In real systems, many failures are temporary: network hiccups, overloaded downstream services, short-lived database contention, or third-party API instability. Retrying these operations can turn a fragile flow into a resilient one.
When retries help
Retries are a good fit for:
- HTTP calls to external services
- queue or broker interactions
- short-lived infrastructure issues
- database operations that may fail transiently
Retries are a poor fit for:
- validation failures
- business rule violations
- malformed input
- permanent authorization errors
Basic usage
You can enable retries for any step:
flow.step("fetch-data", async () => {
return await api.getData();
}, {
retries: 3
});If the step fails, Orchestrix attempts to run it again according to the configured policy.
Retry configuration
flow.step("call-api", async () => {
// ...
}, {
retries: 5,
retryDelayMs: 1000,
backoffFactor: "exponential",
jitter: true,
maxRetryDelayMs: 10000
});Backoff strategies
Orchestrix supports three delay strategies:
Fixed
Uses the same delay for each retry.
{
retries: 3,
retryDelayMs: 1000,
backoffFactor: "fixed"
}Linear
Increases delay linearly with each retry.
{
retries: 3,
retryDelayMs: 1000,
backoffFactor: "linear"
}Exponential
Increases delay more aggressively to reduce pressure on struggling systems.
{
retries: 5,
retryDelayMs: 1000,
backoffFactor: "exponential"
}Jitter
Jitter adds randomness to retry delays so many clients do not retry at the exact same time.
This is especially useful in production environments where multiple workers or servers may fail together and recover together.
Timeouts and retries
Retries become much more useful when paired with timeouts.
Without a timeout, a step can hang for a long time before a retry even becomes relevant.

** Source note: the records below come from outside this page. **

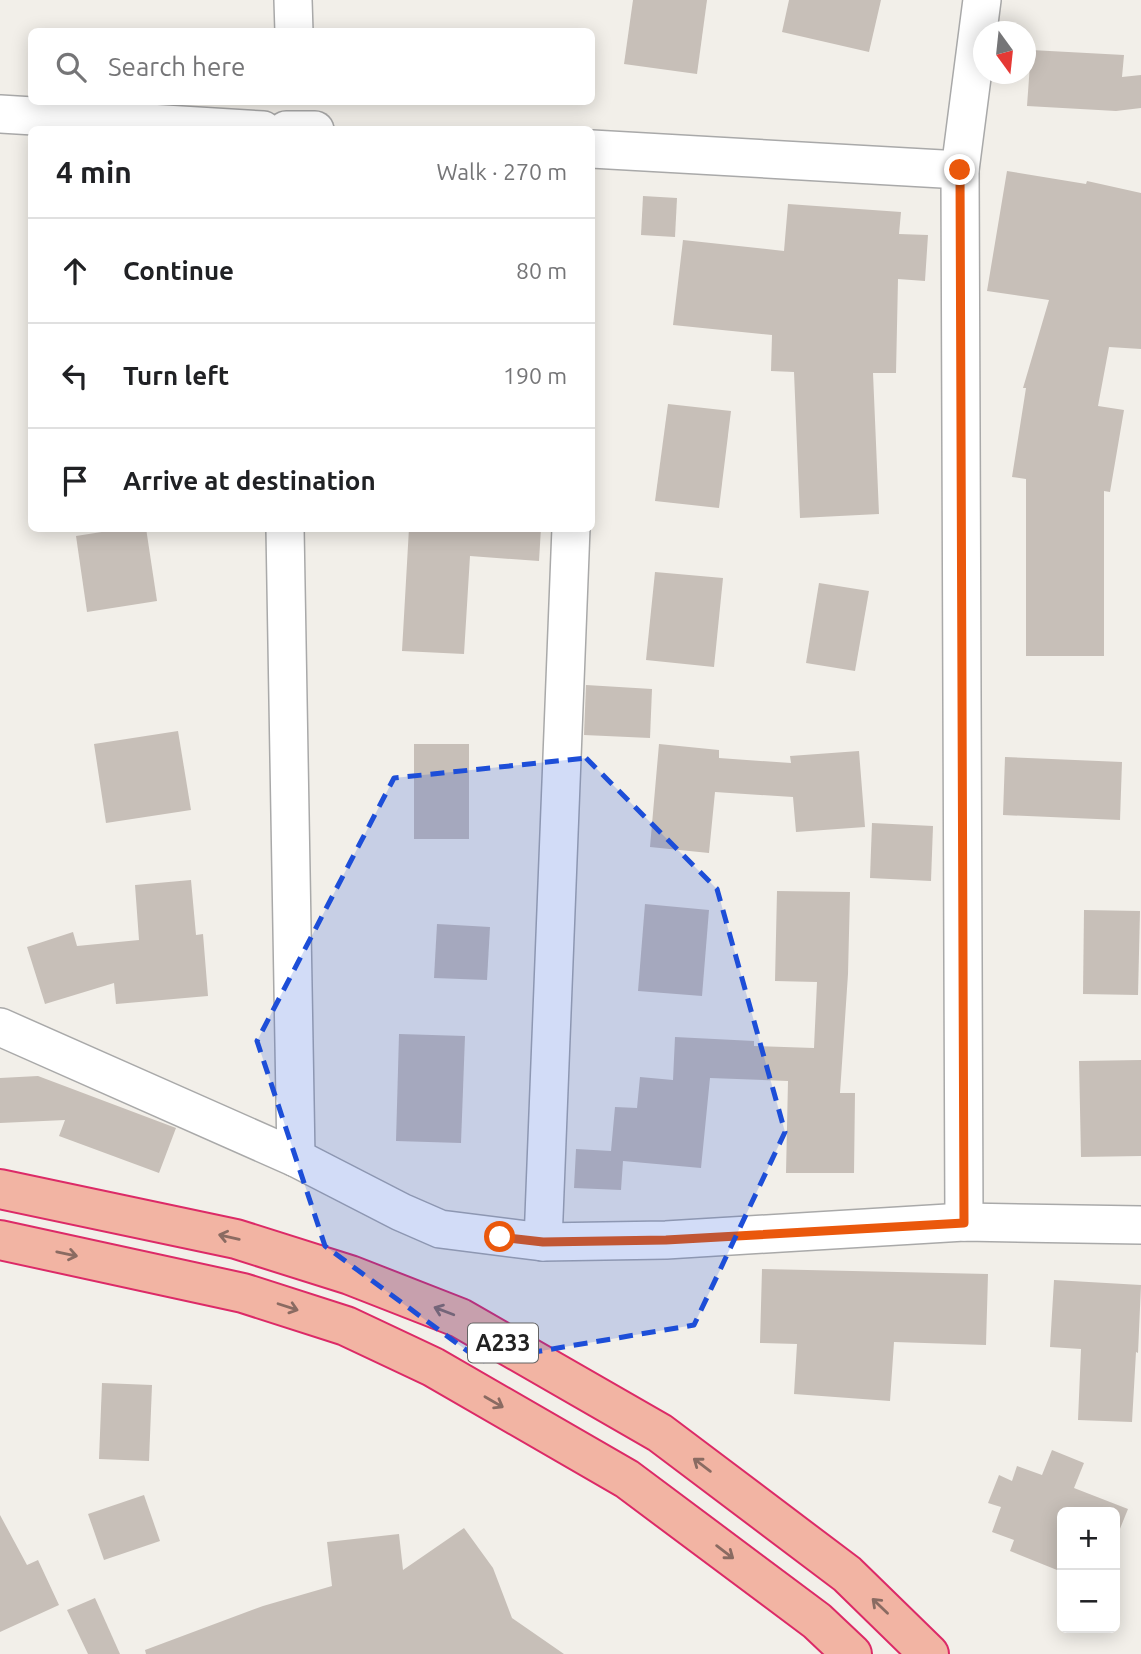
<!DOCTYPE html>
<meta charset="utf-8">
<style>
body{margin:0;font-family:Ubuntu,sans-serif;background:#f6f6f6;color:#202124}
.controls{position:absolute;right:21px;bottom:21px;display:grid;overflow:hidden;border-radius:10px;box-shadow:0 4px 18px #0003}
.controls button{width:63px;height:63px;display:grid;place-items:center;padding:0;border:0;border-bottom:2px solid #e0e0e0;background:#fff;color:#202124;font:35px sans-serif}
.compass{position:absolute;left:973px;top:21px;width:63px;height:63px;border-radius:50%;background:#fff;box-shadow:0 4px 18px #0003;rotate:165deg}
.stop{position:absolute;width:21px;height:21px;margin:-16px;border:5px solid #ea580c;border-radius:50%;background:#fff}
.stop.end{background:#ea580c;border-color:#fff;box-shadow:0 2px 7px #0008}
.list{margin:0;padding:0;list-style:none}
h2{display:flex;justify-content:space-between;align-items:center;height:91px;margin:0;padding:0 28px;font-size:30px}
h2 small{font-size:23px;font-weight:400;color:#757577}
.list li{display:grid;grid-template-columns:46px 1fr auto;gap:21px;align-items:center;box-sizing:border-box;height:105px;padding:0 28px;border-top:2px solid #e0e0e0}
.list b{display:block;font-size:26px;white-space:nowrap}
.list em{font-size:23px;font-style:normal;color:#757577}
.icon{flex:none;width:38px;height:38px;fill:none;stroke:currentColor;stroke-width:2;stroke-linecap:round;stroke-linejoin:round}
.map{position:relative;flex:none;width:1141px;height:1654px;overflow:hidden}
.search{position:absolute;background:#fff;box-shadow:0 4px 18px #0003;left:28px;top:28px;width:567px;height:77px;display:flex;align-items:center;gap:18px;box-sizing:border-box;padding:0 24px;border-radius:10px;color:#757577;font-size:26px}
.panel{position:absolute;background:#fff;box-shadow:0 4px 18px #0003;left:28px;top:126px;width:567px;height:406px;border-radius:10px}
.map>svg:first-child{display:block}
.building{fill:#c7bfb8}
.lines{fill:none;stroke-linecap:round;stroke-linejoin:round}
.minor-casing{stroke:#a9a9a9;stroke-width:40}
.trunk-casing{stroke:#dc2a67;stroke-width:42}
.minor{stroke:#fff;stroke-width:37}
.trunk{stroke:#f2b4a3;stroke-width:38}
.oneway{stroke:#8a6b62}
.route{stroke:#ea580c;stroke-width:9}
.marked{fill:#1d4ed8;fill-opacity:0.2;stroke:#1d4ed8;stroke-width:5;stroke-dasharray:14 9;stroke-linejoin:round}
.labels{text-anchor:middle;stroke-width:6;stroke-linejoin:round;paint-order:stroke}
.shield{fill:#fff;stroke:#646464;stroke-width:2}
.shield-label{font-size:23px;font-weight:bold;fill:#222}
</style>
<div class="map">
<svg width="1141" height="1654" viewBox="0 0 1141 1654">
<rect width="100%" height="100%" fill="#f2efe9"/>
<g class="building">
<path d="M 633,0 L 707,0 L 697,74 L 624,64 Z"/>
<path d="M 789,0 L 881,0 L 869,52 L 782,32 Z"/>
<path d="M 1031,50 L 1124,55 L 1122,77 L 1141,75 L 1141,108 L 1116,111 L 1027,106 Z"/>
<path d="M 1007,171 L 1086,184 L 1087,181 L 1141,193 L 1141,349 L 1109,347 L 1098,406 L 1124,410 L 1110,492 L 1104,491 L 1104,656 L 1026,656 L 1026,479 L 1012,477 L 1026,388 L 1023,388 L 1049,300 L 987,291 Z"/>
<path d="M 643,196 L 677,198 L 675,237 L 641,235 Z"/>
<path d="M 788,204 L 901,212 L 899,234 L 928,235 L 925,281 L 898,279 L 896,373 L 873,373 L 879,514 L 800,518 L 794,372 L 771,371 L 772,335 L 673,325 L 683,240 L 784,251 Z"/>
<path d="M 668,404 L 731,411 L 719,508 L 655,501 Z"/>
<path d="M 127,528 L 146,528 L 157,601 L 87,612 L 76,536 Z"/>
<path d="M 409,528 L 541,528 L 539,561 L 470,556 L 464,654 L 402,651 Z"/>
<path d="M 655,572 L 723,578 L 714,667 L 646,660 Z"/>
<path d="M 819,583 L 869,591 L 855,671 L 806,663 Z"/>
<path d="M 586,685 L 652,689 L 650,738 L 584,735 Z"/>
<path d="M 178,731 L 191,810 L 106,823 L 94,744 Z"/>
<rect x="414" y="744" width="55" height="95"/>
<path d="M 659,744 L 719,750 L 719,758 L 791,763 L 790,756 L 859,751 L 865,827 L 796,832 L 793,797 L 715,792 L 709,853 L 650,847 Z"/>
<path d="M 1005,757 L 1122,762 L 1120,820 L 1003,815 Z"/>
<path d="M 872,823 L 933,826 L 931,881 L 870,878 Z"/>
<path d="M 191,880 L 196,935 L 203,934 L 208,996 L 116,1004 L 114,983 L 45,1004 L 27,947 L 73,932 L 77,946 L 139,940 L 135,885 Z"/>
<path d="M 777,891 L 850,892 L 848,974 L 840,1093 L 855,1093 L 854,1173 L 786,1173 L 788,1081 L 710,1078 L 701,1168 L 623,1161 L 621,1190 L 574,1188 L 576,1149 L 611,1151 L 615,1107 L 637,1108 L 640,1077 L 673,1080 L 675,1037 L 754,1041 L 754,1046 L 814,1048 L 817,982 L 775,981 Z"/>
<path d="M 645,904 L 709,910 L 702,996 L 638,991 Z"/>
<path d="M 1084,910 L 1140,911 L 1138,995 L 1083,994 Z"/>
<path d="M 437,924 L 490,927 L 487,980 L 434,978 Z"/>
<path d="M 399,1034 L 465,1036 L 461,1143 L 396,1141 Z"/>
<path d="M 1141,1060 L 1141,1156 L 1081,1157 L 1079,1061 Z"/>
<path d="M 38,1076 L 176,1128 L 159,1173 L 59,1136 L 65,1120 L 0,1123 L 0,1078 Z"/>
<path d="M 762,1269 L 988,1274 L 986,1345 L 894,1342 L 890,1401 L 794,1394 L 797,1344 L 760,1343 Z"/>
<path d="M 1054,1280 L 1141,1285 L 1138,1353 L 1136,1352 L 1132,1422 L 1078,1420 L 1081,1349 L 1050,1347 Z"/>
<path d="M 102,1383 L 152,1385 L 149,1461 L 99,1459 Z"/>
<path d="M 1052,1450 L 1084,1463 L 1074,1488 L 1128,1509 L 1115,1541 L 1115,1512 L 1062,1512 L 1062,1572 L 1010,1551 L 1014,1540 L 992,1532 L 1001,1507 L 988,1503 L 999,1475 L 1012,1481 L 1017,1466 L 1042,1475 Z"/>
<path d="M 144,1495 L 160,1541 L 104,1560 L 88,1514 Z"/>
<path d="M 0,1515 L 27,1565 L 38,1560 L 59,1605 L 0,1632 Z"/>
<path d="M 464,1528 L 493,1568 L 512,1618 L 564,1654 L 146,1654 L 145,1650 L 263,1606 L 332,1586 L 327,1542 L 399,1534 L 403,1570 Z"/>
<path d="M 95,1598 L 120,1654 L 88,1654 L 67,1610 Z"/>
</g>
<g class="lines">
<defs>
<g id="minor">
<path d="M 293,0 L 294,32"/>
<path d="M 0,114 L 263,130"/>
<path d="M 286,130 L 315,130"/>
<path d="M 592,149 L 960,170"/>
<path d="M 285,528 L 296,1158"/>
<path d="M 0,1027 L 296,1158 L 401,1212 L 440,1229 L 543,1242 L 666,1240 L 964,1222 L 1141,1225"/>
<path d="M 964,1222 L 960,170 L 982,0"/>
<path d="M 543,1242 L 571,528"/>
</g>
<g id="trunk">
<path d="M 0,1189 L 236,1239 L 350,1275 L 460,1318 L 660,1433 L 847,1574 L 929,1654"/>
<path d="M 0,1240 L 243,1293 L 346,1326 L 433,1367 L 627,1479 L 817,1621 L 852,1654"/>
</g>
</defs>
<use href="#minor" class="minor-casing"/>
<use href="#trunk" class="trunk-casing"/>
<use href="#minor" class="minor"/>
<use href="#trunk" class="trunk"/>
</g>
<defs><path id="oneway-shaft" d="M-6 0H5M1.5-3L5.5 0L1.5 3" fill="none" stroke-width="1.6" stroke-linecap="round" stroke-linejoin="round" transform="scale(1.75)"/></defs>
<g class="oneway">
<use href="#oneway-shaft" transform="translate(229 1237) rotate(-167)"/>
<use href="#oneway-shaft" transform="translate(67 1254) rotate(12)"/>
<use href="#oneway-shaft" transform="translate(288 1307) rotate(18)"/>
<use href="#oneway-shaft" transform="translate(444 1311) rotate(-159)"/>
<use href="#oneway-shaft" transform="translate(494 1402) rotate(30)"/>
<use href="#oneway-shaft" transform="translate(702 1465) rotate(-143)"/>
<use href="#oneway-shaft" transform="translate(725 1552) rotate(37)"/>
<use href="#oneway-shaft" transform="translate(880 1606) rotate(-136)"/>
</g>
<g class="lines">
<path class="route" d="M 500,1237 L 543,1242 L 666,1240 L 964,1223 L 960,170"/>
</g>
<path class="marked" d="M 586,758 L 717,889 L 785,1132 L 694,1325 L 481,1361 L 325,1246 L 257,1041 L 394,778 Z"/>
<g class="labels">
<rect class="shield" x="468" y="1323.5" width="70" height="39" rx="5"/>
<g class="shield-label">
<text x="503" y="1351">A233</text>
</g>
</g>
</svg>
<div class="controls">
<button>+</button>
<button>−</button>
</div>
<svg class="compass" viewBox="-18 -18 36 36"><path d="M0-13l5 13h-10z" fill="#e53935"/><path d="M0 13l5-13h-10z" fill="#757577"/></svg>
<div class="stop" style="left:500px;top:1237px"></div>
<div class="stop end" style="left:960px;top:170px"></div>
<div class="search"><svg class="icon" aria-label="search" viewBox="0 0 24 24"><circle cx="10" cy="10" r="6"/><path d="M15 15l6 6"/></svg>Search here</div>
<section class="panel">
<h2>4 min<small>Walk · 270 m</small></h2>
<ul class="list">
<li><svg class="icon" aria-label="ahead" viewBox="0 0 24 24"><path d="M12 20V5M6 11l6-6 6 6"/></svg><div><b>Continue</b></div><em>80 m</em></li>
<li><svg class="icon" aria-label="left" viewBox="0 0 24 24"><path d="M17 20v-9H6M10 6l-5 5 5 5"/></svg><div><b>Turn left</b></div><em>190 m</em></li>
<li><svg class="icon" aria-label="arrive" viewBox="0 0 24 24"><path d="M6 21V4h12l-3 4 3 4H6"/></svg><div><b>Arrive at destination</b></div></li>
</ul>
</section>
</div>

With a timeout, each attempt has a clear upper bound.
What retries do not change
Retries do not make permanent errors disappear.
If the underlying problem is not transient, a retry policy only adds latency before failure. This is why retry decisions should be based on the kind of failure the step is expected to see.
Best Practices
- Retry transient infrastructure failures, not business failures.
- Use exponential backoff for remote dependencies.
- Add jitter in distributed or high-throughput systems.
- Pair retries with
timeoutMson network-heavy steps. - Keep the total retry window aligned with your product and operational expectations.